Politique française
Autoroutes : les concessions de Villepin
Photothèque ASF
C’est François Bayrou, le président de l’UDF, qui le premier, s’était inquiété de la privatisation des autoroutes françaises. L’Etat est en effet l’actionnaire majoritaire des trois sociétés : Autoroutes du Sud de la France (ASF), Autoroutes Paris-Rhin-Rhône (APRR) et la société des autoroutes du Nord et de l’Est de la France (Sanef). Le gouvernement n’avait pas encore décidé si, avec ces 10 ou 11 milliards d’euros, il lancerait de grands programmes d’infrastructures ou ferait un peu baisser le déficit du budget de la France. Mais François Bayrou, président d’une petite formation politique de droite, qui cherche à se démarquer de l’UMP et de la politique du gouvernement Villepin, a protesté, rappelant que les autoroutes ont été payées par les usagers à travers les péages. François Bayrou remarquait également que ces équipements lourds étaient sur le point de rapporter beaucoup d’argent à l’Etat puisque leur remboursement est presque terminé. Donc si l’Etat décidait de maintenir les péages, ces autoroutes étaient susceptibles «de rapporter des sommes assez considérables».
«un choix contraire à l’intérêt général»
Ce vendredi, François Bayrou a donc annoncé son intention de saisir le Conseil d’Etat : «J’ai décidé d’introduire un recours devant le Conseil d’Etat pour excès de pouvoir dès que le décret de privatisation aura été pris», a indiqué le patron de l’UDF à l’occasion d’une conférence de presse motivée par cette affaire, la privatisation des autoroutes françaises. François Bayrou a par ailleurs précisé que «la vente à des intérêts privés des sociétés concessionnaires d’autoroutes est un choix contraire à l’intérêt général. C’est une décision que le gouvernement n’a pas le droit de prendre sans une autorisation du parlement».
Auparavant, Dominique Perben, le ministre des Transports, avait fait une mise au point. «Les autoroutes restent dans le domaine public, c’est le droit de les exploiter pendant une certaine durée qui sera confié à des entreprises qui deviennent privées. A l’échéance des concessions, entre 2026 et 2032, celles-ci reviendront à l’Etat qui pourra les concéder de nouveau. L’Etat, s’il le souhaite, reconcède dans le cadre d’une procédure de concurrence», a expliqué Dominique Perben.
L’avenir des autoroutes françaises avait déjà pris une tournure politique car jeudi, au cours de sa conférence de presse mensuelle pour parler de la lutte contre le chômage, Dominique de Villepin avait ironisé sur les propos de François Bayrou jugeant «scandaleuse» la privatisation des autoroutes. Le Premier ministre avait déclaré : « Bref message SMS : même au cœur de l’été, le standard de Matignon fonctionne. Donc je rappelle à François Bayrou le numéro du standard de Matignon : 01 42 75 80 00».

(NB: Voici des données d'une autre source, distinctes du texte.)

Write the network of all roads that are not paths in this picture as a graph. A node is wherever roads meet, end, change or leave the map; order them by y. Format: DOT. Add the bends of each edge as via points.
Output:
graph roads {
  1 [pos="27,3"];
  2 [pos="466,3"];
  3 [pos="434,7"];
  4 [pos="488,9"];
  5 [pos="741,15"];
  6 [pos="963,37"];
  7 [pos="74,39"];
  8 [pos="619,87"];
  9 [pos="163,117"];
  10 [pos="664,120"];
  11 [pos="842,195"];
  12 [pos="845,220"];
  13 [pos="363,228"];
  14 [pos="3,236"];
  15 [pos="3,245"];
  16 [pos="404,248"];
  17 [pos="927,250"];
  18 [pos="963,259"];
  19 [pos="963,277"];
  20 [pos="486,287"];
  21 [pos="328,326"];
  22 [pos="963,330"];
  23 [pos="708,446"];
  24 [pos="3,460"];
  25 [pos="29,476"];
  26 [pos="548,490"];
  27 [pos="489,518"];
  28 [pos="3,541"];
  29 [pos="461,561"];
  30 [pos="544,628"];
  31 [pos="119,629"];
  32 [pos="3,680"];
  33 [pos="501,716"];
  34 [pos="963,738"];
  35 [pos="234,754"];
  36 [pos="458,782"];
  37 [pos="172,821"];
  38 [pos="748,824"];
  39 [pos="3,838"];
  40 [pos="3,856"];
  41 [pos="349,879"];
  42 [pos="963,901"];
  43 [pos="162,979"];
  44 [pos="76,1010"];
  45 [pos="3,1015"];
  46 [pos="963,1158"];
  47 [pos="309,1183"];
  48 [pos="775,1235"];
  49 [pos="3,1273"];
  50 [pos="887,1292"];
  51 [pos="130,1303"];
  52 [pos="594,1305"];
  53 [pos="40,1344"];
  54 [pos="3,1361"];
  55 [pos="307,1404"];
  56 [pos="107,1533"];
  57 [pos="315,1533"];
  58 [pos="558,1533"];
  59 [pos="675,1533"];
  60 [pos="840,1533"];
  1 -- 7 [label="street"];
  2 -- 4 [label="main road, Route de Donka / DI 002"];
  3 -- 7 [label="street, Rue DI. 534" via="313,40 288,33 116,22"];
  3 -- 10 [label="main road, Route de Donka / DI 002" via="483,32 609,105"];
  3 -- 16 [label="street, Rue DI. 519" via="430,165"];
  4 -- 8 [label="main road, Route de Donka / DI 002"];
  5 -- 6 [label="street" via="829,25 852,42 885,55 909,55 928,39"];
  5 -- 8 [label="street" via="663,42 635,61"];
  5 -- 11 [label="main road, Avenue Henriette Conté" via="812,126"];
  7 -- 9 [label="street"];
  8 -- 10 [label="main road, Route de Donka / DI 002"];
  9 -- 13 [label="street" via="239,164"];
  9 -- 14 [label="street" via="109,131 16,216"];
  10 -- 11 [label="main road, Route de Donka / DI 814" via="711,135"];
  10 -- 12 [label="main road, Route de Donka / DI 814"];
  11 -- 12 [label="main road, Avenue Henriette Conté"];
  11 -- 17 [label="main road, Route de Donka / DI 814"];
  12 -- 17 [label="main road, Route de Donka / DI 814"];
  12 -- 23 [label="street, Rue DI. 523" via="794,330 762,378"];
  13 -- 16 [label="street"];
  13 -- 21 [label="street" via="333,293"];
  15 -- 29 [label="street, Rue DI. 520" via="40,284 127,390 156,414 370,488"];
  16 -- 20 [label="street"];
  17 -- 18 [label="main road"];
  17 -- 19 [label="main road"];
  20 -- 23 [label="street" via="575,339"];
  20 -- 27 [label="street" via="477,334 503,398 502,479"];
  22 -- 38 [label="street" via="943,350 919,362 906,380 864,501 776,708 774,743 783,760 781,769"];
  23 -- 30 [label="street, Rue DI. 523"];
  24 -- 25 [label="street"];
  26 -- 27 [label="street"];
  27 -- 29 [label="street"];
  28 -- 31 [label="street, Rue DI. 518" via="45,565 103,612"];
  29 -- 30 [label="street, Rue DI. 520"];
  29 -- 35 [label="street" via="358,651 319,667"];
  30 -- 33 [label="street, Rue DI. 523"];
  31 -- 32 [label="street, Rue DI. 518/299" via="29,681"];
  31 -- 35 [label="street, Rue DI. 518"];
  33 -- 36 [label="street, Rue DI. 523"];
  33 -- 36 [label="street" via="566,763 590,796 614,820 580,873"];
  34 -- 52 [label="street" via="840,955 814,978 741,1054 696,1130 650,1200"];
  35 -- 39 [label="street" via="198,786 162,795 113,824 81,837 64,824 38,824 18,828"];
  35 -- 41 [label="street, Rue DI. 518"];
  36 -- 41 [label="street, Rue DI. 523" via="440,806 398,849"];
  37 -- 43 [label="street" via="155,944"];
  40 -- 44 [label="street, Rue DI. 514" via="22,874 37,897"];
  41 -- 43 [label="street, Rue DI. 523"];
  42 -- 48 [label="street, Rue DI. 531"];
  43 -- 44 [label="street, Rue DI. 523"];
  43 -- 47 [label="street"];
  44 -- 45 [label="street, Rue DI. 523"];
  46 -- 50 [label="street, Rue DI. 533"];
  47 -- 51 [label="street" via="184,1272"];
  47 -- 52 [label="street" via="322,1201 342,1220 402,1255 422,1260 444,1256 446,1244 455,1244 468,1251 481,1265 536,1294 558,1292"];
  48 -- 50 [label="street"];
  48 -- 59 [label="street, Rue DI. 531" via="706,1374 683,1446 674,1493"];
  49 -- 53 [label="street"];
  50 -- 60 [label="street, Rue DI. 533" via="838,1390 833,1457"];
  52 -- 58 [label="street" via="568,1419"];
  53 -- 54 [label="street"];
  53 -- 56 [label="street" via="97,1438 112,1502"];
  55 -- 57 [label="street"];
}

Le langage gouvernemental a changé
De manière un peu surprenante, le Premier ministre avait changé d’optique sur la gestion des autoroutes. Il expliquait alors que «l’Etat vend des concessions de vingt-trois à vingt-sept ans. Ensuite elles reviendront dans le giron de l’Etat. L’argent des privatisations servira au désendettement de l’Etat, une des exigences de M. Bayrou il y a quelques années». Nouvelle réplique du président de l’UDF : la privatisation des autoroutes «n’est pas une affaire légère qui se réglera sur un coup de fil par un arrangement politique de connivence».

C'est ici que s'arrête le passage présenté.